Last week, something unusual happened at The CTRL Lab: we noticed a charge to our company card for Facebook advertising. Not that unusual for a company that provides marketing services to pay for Facebook advertising, right? Except for one thing: we haven’t been running any Facebook ads.
If we weren’t being diligent about watching things, this could have easily gone unnoticed.
Fortunately, we caught it relatively quickly and were able to get the charges reversed – but the instance got us looking more and more into this phenomenon, and what we found was unsettling. It turns out that internet scams are actually on the rise – in 2019, the total losses from cybersecurity scams worldwide reached over $57 million – and scams are getting more and more complex.
The internet is a wonderful, vast place: you can shop, catch up with friends, educate yourself, and so much more. But, lurking in the shadows of seemingly every platform are scammers looking to steal your data.
These scammers are looking to steal more just your bank account information or social insurance number. All of your personal data is valuable to them, including phone numbers, email addresses, date of birth, home address, drivers license numbers, and even photos of you.
The scams we often see can be quite complex – scammers know how to play into human psychology and naivete to make the scams feel like the correct answer (or to simply have them go unnoticed!). It is wise to be on the lookout, even if you don’t think you would fall for a scam.
What To Watch For
There are more than 20 types of online scams that are currently well-known, and absolutely anyone with information is a potential target. Here are some things to watch out for in your day-to-day.
- If an offer seems too good to be true, it probably is – contact the supposed sender another way (such as calling them) to ensure the validity of it.
- Double-check the sender email address before clicking on any link in any email – don’t make assumptions just by the name of the sender, but analyze the name of the email address critically.
- Be wary of login prompts to accounts you are already logged into (GMail is a very common one where this is seen!)
- If you receive an email asking for money for a friend’s debt to be paid, or you are contacted to claim your “prize”, you are being scammed.
- If you are in the process of selling something and the buyer offers you extra money to pay the shipper or some other part of the buying process, politely decline.
- If you are contacted by a phone call by Microsoft or another IT company, big or small, claiming they have detected an error and need to have access to your computer remotely to fix it – hang up the phone.
How to Protect Yourself
For starters, avoid having your browser remember your passwords and use different passwords for every account. When creating your account passwords, you should follow and apply a proper password protocol. Having a strong password will make it more difficult for any cyber threat to guess your codes.
Your password should have at least 8 characters, combine lower and upper case characters, have a numerical character and a special character as well. It is also recommended to use a sentence or phrase, rather than a singular word.

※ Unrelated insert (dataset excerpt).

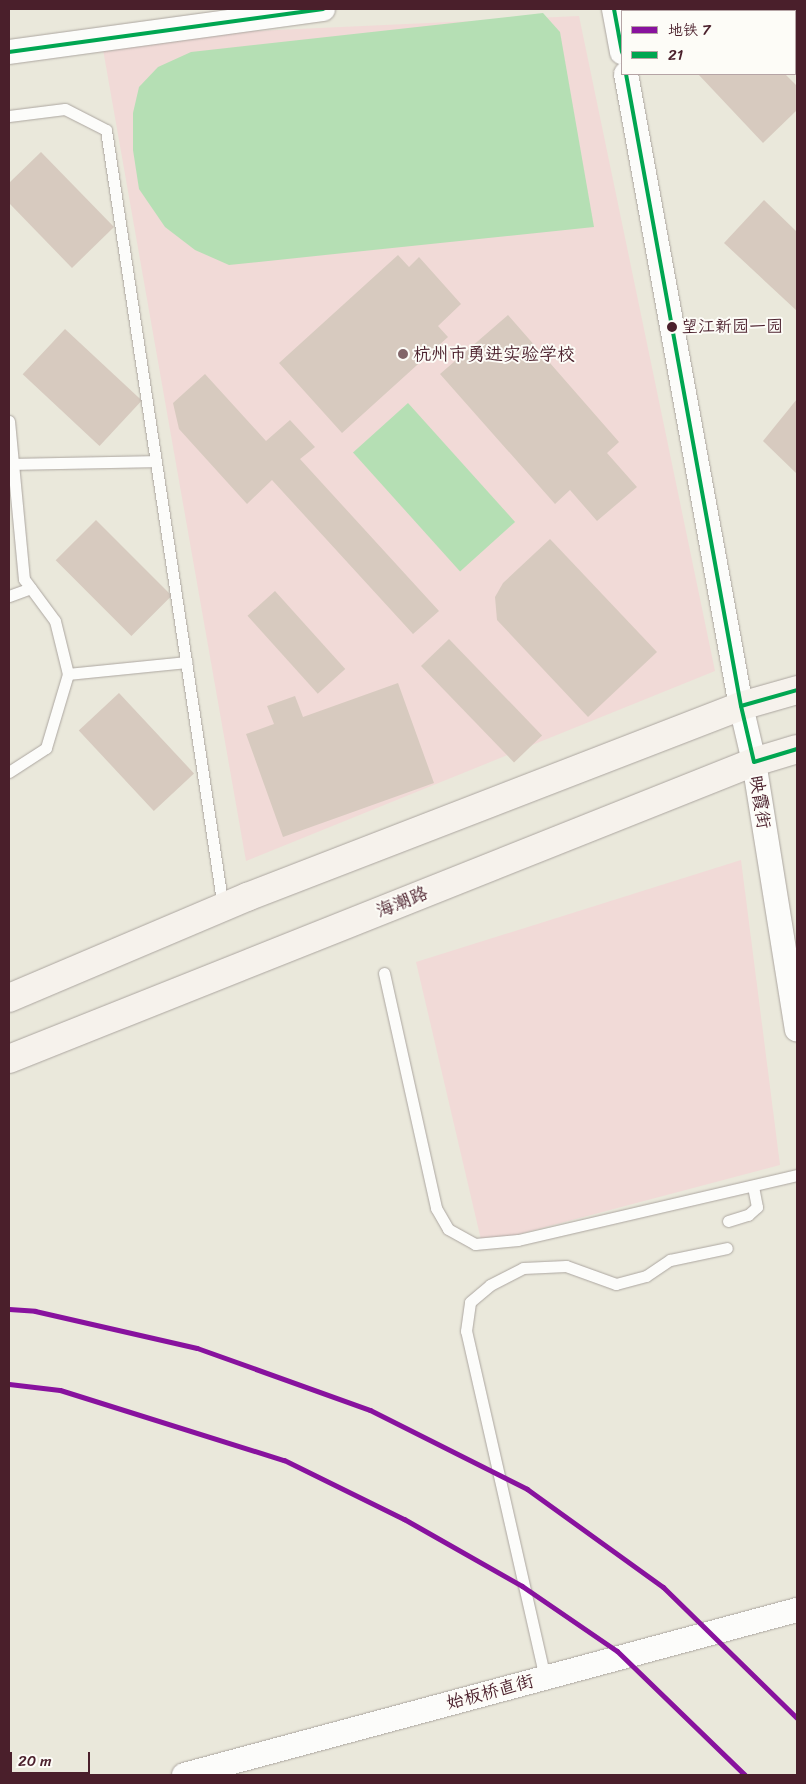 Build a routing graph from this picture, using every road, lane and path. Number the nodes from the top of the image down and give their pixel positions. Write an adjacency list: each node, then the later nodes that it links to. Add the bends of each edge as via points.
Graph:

Plus, once you have chosen a password, follow these tips:
- Never share your passwords
- Change the password immediately if the system suspects the account has been compromised
- Do not store your passwords in an insecure way, such as through your browser
- Avoid reusing passwords
- Verify your user identity before resetting a password
- Use two-step verification whenever possible
The convenience of having your passwords and credit card information stored right in your browser is tempting – but it is easy pickings for a scammer once they gain access to your machine. It is not worth the headache of getting scammed just to save a couple of minutes when you wish to purchase something.
When it comes to your safety online, keep an eye out always for potential scams. The internet is a wonderful place, but the reality is that there are scammers absolutely everywhere looking for easy earnings.